» **WHAT TO WORK ON**: What lines below contain the word "dead"? Please pull each one out.

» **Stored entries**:
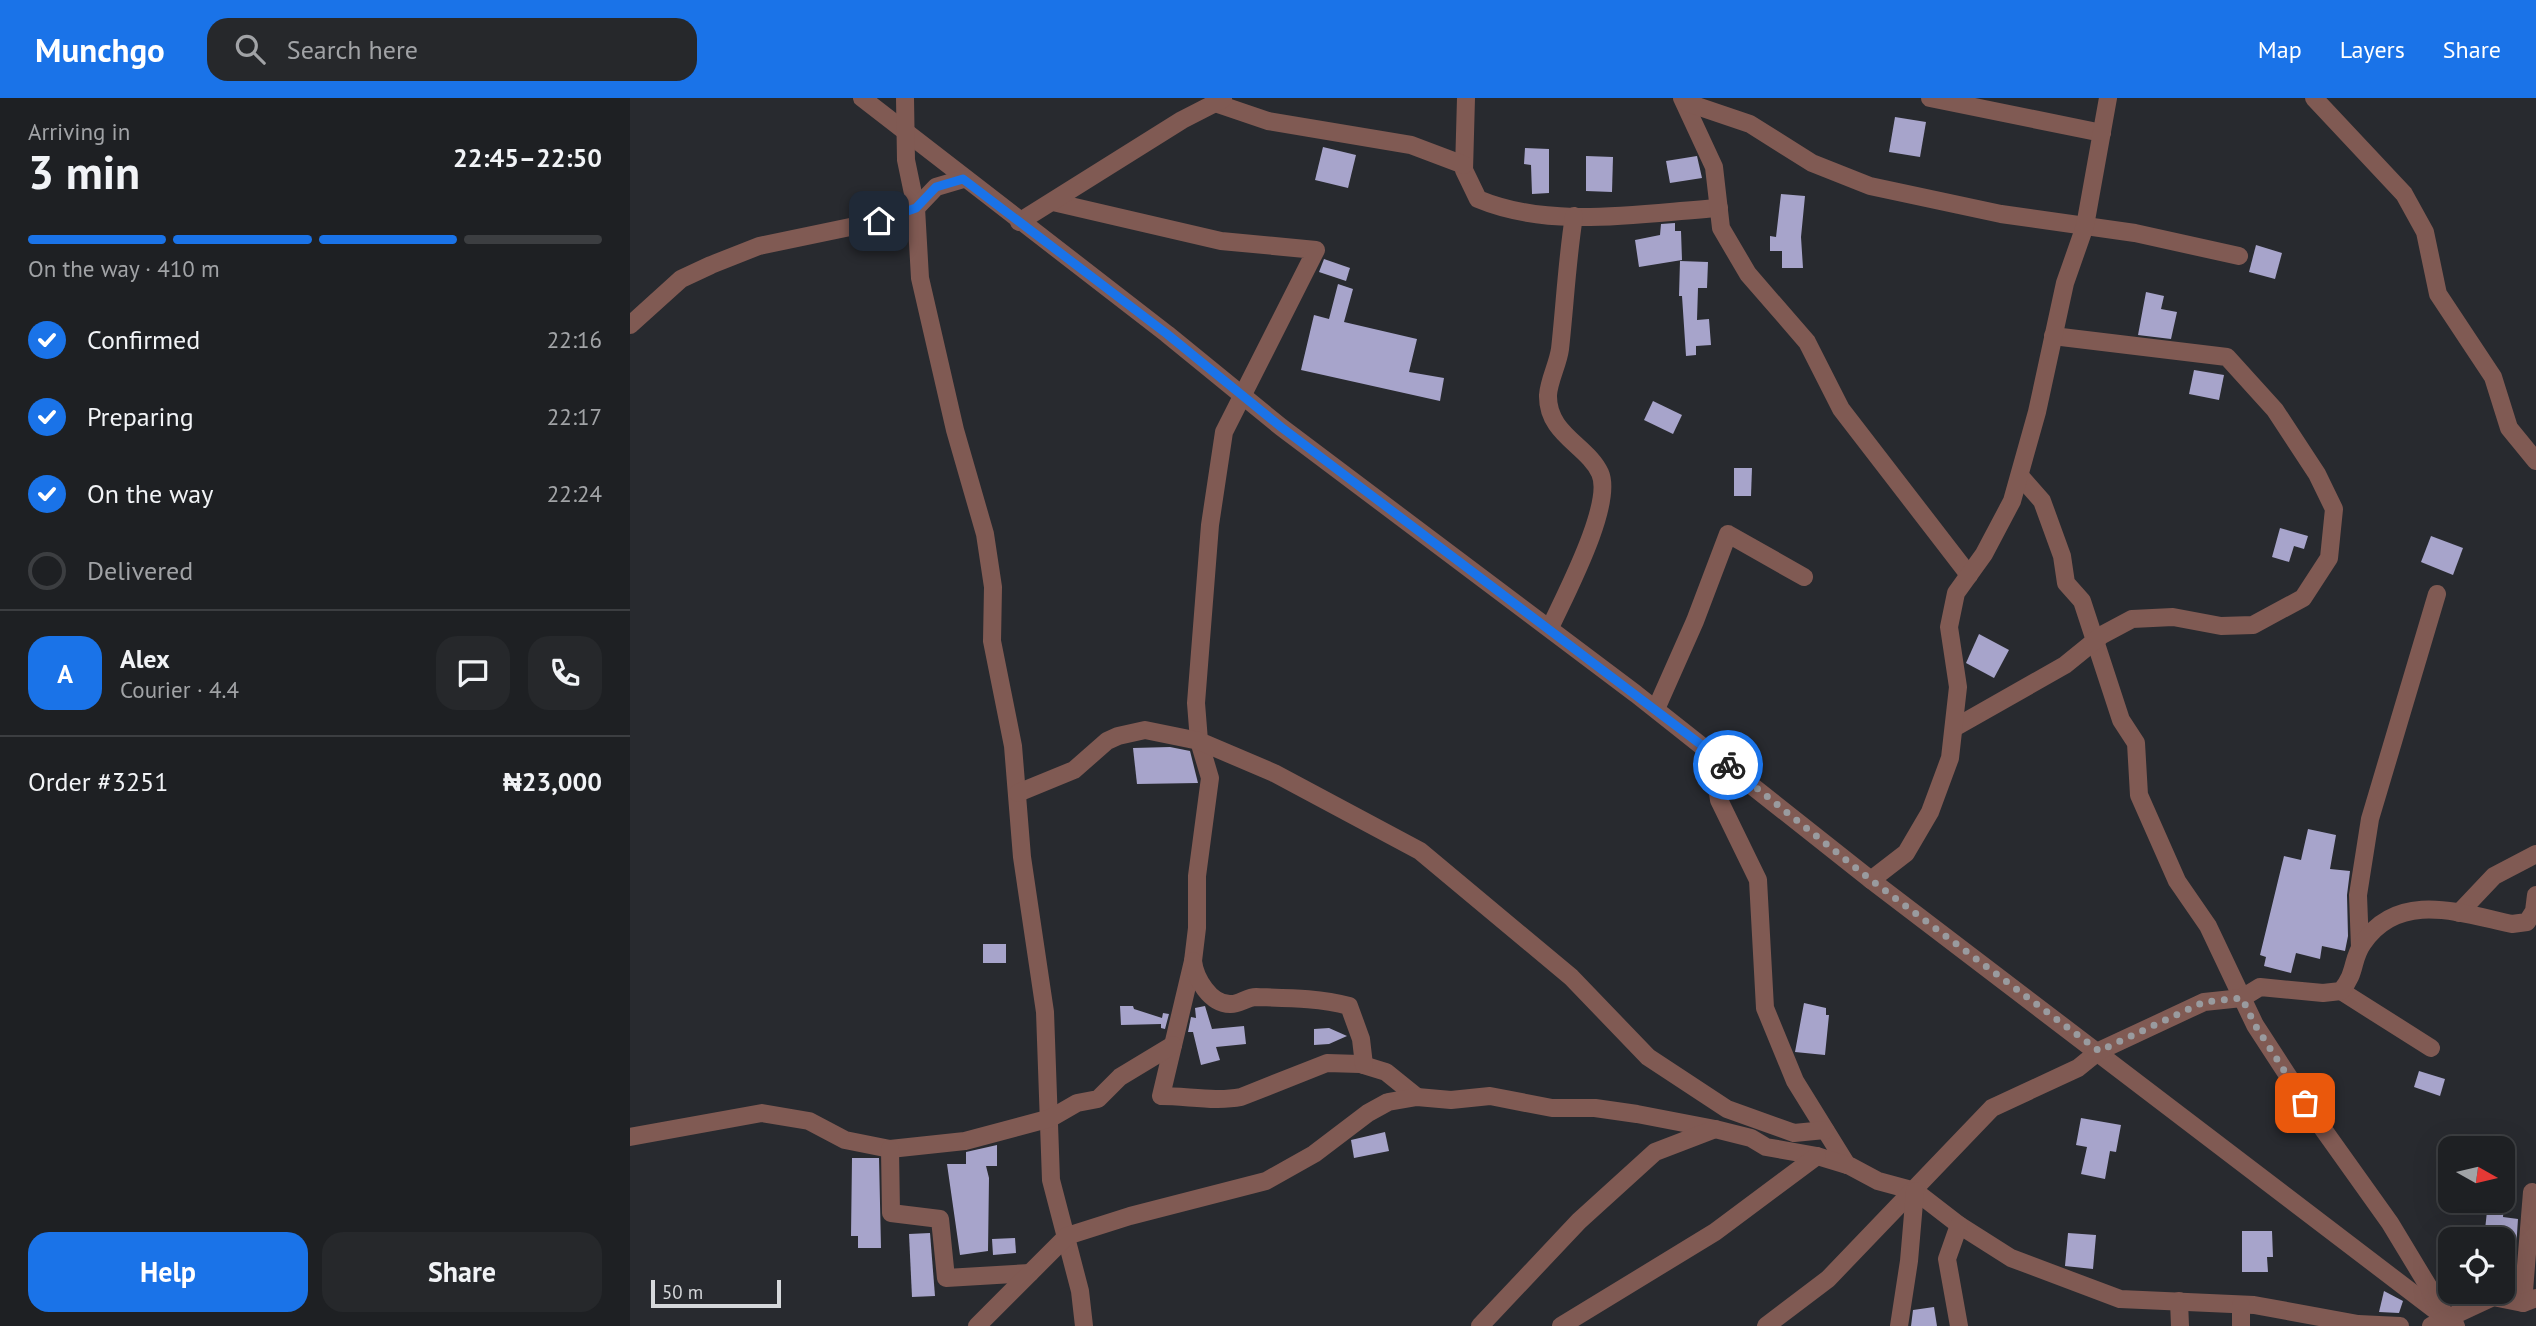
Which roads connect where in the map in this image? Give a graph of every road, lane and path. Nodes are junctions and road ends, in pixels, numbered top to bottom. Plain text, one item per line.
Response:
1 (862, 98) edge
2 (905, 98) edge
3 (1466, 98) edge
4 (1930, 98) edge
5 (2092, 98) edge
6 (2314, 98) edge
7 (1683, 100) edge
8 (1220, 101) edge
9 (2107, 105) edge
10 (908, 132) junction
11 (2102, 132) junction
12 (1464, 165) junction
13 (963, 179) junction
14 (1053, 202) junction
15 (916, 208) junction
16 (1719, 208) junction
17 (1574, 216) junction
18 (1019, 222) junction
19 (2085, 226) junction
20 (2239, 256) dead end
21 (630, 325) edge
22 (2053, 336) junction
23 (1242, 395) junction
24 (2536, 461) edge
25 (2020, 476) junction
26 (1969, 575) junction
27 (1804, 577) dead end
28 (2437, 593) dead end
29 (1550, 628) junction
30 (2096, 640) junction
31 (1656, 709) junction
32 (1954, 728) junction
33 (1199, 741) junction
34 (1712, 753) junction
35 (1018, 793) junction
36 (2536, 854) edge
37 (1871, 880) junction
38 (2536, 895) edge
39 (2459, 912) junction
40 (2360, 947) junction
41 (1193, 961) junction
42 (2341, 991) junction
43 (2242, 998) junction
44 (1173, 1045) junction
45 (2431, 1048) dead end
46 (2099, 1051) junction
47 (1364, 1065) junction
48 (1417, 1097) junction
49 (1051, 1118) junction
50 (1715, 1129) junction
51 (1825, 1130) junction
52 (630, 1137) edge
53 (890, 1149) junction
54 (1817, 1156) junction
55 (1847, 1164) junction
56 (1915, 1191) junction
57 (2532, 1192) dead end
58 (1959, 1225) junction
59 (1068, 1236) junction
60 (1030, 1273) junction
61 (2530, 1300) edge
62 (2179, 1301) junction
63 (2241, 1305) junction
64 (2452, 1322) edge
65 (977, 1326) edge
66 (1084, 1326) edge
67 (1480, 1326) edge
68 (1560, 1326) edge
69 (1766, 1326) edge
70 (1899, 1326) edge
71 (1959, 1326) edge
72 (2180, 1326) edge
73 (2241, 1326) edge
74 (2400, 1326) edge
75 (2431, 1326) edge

» **TASK ANSWER**:
20 (2239, 256) dead end
27 (1804, 577) dead end
28 (2437, 593) dead end
45 (2431, 1048) dead end
57 (2532, 1192) dead end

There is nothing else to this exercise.